Michaels reveals that she takes two days of rest per week. “One is absolutely essential,” she asserts. “[For me], three is the max.”
If you're having a hard time convincing yourself to take a rest day and are craving movement, consider working out an area of the body that you didn't work the previous day or two. For example, you could work your lower body on Monday and Tuesday, then just your upper body on Wednesday.
What to Do on Rest Days
Again, how you take a rest day is dependent on your exercise regimen. Michaels notes that there is a difference between “active recovery days” and “rest days.”
“A rest day is a day of no physical fitness at all. An active recovery day is a day of very light activity to help boost circulation, which accelerates healing,” she explains.
While both are good, one day of pure rest is simply essential. “So for example, I would recommend 4 days of working out followed by either two active recovery days and one day of pure reset OR one active recovery day two days of pure rest.”
Dr. Hanke uses the example of someone who is weight training. “Instead of training your upper body you could go for a light jog or cycle,” she says. Or you could use your rest day to allow for recovery of the specific muscles you are targeting. This is why some trainers will alternate workout days around specific areas, such as the upper body one day and lower the next.

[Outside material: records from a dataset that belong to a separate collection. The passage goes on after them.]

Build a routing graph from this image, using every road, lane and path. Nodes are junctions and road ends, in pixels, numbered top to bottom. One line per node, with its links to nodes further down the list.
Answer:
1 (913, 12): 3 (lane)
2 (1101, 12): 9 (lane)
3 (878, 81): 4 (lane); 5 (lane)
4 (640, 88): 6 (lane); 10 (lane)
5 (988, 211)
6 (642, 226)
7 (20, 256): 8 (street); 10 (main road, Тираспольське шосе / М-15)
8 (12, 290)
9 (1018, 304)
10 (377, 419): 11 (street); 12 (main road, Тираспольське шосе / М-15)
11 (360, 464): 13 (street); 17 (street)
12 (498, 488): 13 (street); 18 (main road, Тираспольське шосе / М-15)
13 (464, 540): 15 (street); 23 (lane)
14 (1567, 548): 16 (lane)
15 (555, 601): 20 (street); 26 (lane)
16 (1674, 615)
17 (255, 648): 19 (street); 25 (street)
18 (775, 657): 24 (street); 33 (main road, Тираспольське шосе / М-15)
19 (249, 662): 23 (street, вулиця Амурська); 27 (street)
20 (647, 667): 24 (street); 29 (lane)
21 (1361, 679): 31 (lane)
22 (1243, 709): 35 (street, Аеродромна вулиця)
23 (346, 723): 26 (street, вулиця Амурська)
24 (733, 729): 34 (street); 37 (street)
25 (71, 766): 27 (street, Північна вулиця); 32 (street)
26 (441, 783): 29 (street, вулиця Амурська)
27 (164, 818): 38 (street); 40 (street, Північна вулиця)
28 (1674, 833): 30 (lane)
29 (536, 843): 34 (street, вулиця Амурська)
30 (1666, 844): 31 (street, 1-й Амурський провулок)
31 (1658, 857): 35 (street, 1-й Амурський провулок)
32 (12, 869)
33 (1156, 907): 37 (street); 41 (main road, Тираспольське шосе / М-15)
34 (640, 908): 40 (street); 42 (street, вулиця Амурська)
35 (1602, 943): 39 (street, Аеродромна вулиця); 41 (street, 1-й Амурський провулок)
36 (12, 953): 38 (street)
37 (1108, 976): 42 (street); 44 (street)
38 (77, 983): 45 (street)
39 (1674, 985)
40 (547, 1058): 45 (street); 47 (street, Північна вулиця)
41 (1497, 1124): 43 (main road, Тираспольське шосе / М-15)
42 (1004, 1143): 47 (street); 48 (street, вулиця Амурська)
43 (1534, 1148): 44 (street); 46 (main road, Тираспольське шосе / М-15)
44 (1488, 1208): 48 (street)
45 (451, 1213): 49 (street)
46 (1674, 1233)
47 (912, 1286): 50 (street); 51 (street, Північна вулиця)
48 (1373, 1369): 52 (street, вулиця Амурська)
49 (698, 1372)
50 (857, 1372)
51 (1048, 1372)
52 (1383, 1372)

“Conversely you can take a rest day from high impact aerobics like running and use the day to cross train with cycling or weight training. Or use the rest day to truly rest and relax with no workout which can help both physically and mentally recover.”
The Takeaway
If your workouts are tough enough to leave your breathless, sore, or sweaty, you should be giving your body the much-needed break it needs in order to regenerate. As Michaels and Dr. Hanke explained, there are a variety of ways you can incorporate a rest day into your workout schedule, mostly dependent on the type of your daily workouts. If you have any questions on the best way to take a rest day, don’t hesitate to reach out to your instructor, trainer, or MD.